I'd guess because republicans have traditionally gotten us out of dicey economic times.

The last 6 or so recessions have stopped under Republicans outside the most recent one, though despite being "technically" over I doubt many people feel it's actually over.

Reagan fixed Carters mess.

Bush Senior had a recession that he stopped after the cold war ending caused spending in that regard to fall apart.  (Who's debt crisis was actually quite like the crisis today.)

Hell, even before the Sub Prime Mortgage crisis happened, Bush Junior got us out of the .com crash/9/11.

Nixon even got us out of a recession i believe.

So really... the reason people would think that is recent historical precedent.  For a lot of people alive, practically any recession they've experienced as been "fixed" by a republican.

Sr. Bush ended up leaving a recession that Bill Clinton arguably got America out of.  If you want to end up saying that Jr. Bush inherited a recession, then he also produced one far worse.  By standards of recovering, things are better off now than they were when Jr. Bush left office.

If there was an ongoing mess with Carter, it was also a linger over from Ford.  You had the Fed jack up interest rates a lot, and fought inflation.  OPEC playing politics didn't help either.

Anyhow, a key would be to look at the GOP the way it is now and then try to answer why it, the party itself offers any answers to anyone who is struggling financially.  Need to look an the entire party and not just one person, or one office.


Carter started the Community Reinvestment Act, which made housing affordable for most who couldn't afford it, causing a huge bubble for decades without oversight. 


I would argue that had less to do with the Community Reinvestment Act as signed by carter, and more to do with the huge expansions and pressure by democratic leadership to lower standards more, espiecally for minorites, and to accept things like government assistance as income.

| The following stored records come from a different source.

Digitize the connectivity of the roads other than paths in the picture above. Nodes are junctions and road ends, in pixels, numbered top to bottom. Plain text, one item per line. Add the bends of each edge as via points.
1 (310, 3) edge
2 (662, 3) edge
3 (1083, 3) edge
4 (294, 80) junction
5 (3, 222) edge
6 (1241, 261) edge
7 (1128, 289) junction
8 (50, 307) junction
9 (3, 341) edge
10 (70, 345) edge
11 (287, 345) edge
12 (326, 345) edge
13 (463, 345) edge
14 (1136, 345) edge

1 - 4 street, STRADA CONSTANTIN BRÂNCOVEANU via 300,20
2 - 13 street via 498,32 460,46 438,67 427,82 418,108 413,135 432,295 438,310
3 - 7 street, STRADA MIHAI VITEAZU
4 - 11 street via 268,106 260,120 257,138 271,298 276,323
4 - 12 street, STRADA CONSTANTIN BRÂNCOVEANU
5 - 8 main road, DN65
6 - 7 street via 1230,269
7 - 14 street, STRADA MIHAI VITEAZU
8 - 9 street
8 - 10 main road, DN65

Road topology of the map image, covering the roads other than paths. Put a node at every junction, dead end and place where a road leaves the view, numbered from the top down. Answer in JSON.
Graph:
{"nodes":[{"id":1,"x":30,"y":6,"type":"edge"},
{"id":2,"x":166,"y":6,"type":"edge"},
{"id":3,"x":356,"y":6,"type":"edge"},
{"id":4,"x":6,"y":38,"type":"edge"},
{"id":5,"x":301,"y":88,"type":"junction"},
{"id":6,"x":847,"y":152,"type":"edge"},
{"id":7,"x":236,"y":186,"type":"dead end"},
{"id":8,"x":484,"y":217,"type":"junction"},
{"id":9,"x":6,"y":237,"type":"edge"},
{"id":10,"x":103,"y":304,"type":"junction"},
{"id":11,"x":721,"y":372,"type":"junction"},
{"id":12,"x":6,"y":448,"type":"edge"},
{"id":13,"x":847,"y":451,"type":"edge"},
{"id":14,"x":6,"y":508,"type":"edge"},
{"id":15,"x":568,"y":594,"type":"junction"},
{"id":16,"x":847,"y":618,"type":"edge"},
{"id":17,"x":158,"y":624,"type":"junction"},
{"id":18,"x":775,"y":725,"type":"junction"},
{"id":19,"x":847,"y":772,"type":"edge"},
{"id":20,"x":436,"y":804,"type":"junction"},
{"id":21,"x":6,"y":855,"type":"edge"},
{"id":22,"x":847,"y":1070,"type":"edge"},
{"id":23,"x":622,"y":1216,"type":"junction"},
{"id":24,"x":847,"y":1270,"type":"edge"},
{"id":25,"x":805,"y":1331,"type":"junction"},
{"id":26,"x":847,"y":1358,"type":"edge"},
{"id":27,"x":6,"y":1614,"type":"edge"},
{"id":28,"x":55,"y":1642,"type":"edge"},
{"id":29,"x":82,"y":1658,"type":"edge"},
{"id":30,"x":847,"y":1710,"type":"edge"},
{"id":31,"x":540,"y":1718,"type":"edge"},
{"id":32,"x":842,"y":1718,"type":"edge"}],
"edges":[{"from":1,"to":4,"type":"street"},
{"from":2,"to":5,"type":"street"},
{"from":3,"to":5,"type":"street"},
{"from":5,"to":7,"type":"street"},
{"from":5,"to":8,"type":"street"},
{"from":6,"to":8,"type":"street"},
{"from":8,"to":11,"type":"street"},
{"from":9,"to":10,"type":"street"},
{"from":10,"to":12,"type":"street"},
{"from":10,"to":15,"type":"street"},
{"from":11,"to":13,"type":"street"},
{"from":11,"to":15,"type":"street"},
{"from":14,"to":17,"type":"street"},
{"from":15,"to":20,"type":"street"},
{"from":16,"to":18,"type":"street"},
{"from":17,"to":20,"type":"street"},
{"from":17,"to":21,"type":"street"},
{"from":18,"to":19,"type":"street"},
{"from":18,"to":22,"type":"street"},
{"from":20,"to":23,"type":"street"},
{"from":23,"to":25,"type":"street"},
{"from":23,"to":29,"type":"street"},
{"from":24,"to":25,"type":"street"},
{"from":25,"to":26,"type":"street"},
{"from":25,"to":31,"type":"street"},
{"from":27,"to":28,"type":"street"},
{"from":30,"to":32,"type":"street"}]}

The reinvestment act told the banks to stop allowing level of credit and wealth to play a part in being cleared for homeloans from banks. This created massive amounts of debt that most people couldn't pay back. This problem is being upheld on both the conservative and democratic side. It's been ignored and it blew up as it should. The banks were given zero oversight, it's almost like the country is being intentionally sabotaged. You see if you put people in such an amount of debt that they cannot pay even think about paying it back, you have unlimited income. The private sector gained so much from this, while the people have fluctuated and will fall.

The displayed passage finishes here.